Wrapping up and restarting.
Trying to give back to Academia (2000-2005).
In the last stage of her career, Doctor Gerhart taught undergraduate software engineering, data bases, discrete mathematics, and object-oriented programming at Embry-Riddle Aeronautical University in Prescott Arizona. With a NSF security education grant, she directed a student-oriented demonstration of the buffer overflow programming mistake that underlies many security attacks. Co-authors were educational technology specialist doctor Jan Hogle and then student, now faculty at University of New Mexico, Jedidiah Crandall. Bundled with software development and programming language advice, this Java applet was used for a decade in classrooms and laboratories world wide.
The Journey to Vision Accomplishment (2005-).
Born severely myopic,prone to retinal degeneration, in 2005 Gerhart began a journey to overcome legal blindness and print disability. Her adaptations to reading, writing, walking, and communication are depicted in her blog “As Your World Changes: adjusting to vision loss through technology, with class”. She benefits from accessible books at Bookshare.org with over 400,000 books ready for reading by synthetic speech. A globally distributed free screen reader NVDA (NonVisual Desktop Access) enables her writing, browsing, grousing, and other Windows interfacing.
She delivers short tutorials, gesturing on an iPod Touch and iPhone via the Apple VoiceOver reader and myriad navigation, reading, and communicating apps learned from AppleVis accessibility portal and Eyes On Success interviews and many more podcasts generously shared among the blind and visually impaired community.
Gerhart interacts with an network of macular degenerates through mdsupport.org and, @slger123 on Twitter, tweets within the flow of #accessibility and #a11y.
Gerhart shares experience through workshops on “Using Things That Talk”, advocates web accessibility within computing organizations, and maintains a public service for visually impaired citizens of Prescott AZ.
Diversity and inclusiveness (1986-).
A charter member of the Systers community for women in computing, she remains active after 25 years now commenting on accessibility, disability, and history of computing.

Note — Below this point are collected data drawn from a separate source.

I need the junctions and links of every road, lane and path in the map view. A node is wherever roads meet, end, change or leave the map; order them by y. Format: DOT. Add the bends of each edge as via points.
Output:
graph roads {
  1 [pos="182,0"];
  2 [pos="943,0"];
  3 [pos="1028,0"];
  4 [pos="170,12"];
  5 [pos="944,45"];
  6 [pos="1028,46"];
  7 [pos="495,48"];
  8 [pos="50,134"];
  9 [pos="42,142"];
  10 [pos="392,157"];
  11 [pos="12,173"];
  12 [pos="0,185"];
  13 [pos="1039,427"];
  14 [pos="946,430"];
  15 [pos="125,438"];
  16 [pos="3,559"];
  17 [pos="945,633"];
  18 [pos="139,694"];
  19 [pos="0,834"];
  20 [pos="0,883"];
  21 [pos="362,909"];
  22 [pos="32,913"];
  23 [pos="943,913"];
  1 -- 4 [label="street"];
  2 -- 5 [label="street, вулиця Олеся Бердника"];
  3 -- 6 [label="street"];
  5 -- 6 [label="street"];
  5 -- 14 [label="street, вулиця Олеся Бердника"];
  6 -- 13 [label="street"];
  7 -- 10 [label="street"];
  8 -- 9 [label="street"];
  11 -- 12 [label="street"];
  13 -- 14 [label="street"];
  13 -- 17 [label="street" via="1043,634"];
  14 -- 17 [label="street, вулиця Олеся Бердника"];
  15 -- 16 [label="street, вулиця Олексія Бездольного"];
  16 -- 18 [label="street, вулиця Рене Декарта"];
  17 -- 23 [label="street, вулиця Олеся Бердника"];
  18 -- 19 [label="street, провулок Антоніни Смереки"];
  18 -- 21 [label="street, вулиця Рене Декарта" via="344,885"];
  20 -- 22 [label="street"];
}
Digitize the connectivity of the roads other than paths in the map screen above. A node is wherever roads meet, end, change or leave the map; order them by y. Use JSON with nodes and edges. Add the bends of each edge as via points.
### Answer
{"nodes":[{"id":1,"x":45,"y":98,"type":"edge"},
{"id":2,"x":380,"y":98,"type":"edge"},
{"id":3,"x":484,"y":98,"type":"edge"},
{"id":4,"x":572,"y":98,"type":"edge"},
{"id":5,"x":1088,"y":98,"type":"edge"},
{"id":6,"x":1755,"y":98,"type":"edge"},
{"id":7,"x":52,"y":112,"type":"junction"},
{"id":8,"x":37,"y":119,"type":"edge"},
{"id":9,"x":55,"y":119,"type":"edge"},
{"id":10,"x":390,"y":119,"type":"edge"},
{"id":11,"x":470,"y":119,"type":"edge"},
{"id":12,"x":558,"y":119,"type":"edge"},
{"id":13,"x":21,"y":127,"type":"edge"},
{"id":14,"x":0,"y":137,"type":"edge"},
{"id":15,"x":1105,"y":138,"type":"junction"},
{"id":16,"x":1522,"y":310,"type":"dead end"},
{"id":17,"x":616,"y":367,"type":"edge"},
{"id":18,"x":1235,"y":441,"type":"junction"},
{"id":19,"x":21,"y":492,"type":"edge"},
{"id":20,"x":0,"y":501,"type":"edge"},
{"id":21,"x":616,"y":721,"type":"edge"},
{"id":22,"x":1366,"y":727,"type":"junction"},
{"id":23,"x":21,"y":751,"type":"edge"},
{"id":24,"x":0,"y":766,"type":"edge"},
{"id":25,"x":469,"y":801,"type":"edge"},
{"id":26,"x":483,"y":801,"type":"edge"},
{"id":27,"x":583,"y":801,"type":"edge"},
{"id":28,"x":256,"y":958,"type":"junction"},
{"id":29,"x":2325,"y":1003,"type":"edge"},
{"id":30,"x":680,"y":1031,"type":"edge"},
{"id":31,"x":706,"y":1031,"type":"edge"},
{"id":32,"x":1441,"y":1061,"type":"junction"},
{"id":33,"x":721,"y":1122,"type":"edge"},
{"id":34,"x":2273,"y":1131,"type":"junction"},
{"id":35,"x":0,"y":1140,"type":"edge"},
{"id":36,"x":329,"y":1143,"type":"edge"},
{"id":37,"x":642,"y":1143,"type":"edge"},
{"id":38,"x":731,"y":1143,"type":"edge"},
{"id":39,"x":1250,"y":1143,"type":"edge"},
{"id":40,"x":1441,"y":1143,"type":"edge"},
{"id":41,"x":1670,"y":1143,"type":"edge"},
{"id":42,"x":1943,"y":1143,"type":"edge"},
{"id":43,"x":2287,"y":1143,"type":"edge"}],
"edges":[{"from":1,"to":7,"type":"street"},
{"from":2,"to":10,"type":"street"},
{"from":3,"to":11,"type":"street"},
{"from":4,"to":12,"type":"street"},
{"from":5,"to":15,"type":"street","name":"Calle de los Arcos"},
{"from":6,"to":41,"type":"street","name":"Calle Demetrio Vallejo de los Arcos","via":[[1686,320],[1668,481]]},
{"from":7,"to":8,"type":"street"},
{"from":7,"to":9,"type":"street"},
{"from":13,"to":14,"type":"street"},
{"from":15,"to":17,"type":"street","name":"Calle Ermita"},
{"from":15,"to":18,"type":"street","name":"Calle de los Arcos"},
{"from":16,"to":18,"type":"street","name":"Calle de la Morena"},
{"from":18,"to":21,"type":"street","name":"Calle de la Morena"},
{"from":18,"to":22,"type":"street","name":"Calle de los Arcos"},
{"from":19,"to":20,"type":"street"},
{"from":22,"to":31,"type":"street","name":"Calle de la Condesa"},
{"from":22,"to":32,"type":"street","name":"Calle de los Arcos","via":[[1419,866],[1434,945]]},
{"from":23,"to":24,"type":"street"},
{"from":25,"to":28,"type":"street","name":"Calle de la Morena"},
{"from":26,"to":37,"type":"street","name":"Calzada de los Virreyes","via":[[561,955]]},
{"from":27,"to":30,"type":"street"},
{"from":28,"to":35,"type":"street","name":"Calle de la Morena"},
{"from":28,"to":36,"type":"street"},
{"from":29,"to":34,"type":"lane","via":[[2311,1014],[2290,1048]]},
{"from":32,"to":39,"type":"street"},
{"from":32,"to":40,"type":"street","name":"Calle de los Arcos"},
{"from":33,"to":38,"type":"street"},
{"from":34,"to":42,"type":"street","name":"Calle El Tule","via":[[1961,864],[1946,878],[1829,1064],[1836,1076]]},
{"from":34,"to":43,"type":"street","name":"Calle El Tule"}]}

Gerhart supported the local TRIO Upward Bound program for first generation pre-college students with courses in web design and security. She contributed to the Center for minorities and Persons with Disability, CMD-IT, as a member of the advisory board. Proudly speaking, her namesake “Susan E.” is a rock star software engineer in Portland Oregon.
Learning widely with peers (2008-).
A Governing Council member and student at lifelong learning institute (OLLI) at local Yavapai College expands her interests in science, philosophy, and literature. She has offered peer learning groups in social media, Internet History, and the Singularity, exhibited on website YC OLLI Asks . Using her Bookshare source of reading enables participation in the 2nd Tuesday book club.
She wrapped up five years serving on the OLLI Governing Council with a panel, looking back over 50 years, on “The Sputnik Moment” (Youtube), helping this retiree organization to “contribute to a rapidly changing, multicultural, multi-generational society”.
On to “Novel Writing” (2013-).
In her remaining time, having been hooked during an OLLI novel writing” course, she is attempting her ultimate creative synthesis in “A Chip On Her Shoulder”, a novel about social media situations tracing through many of the events of this research narrative.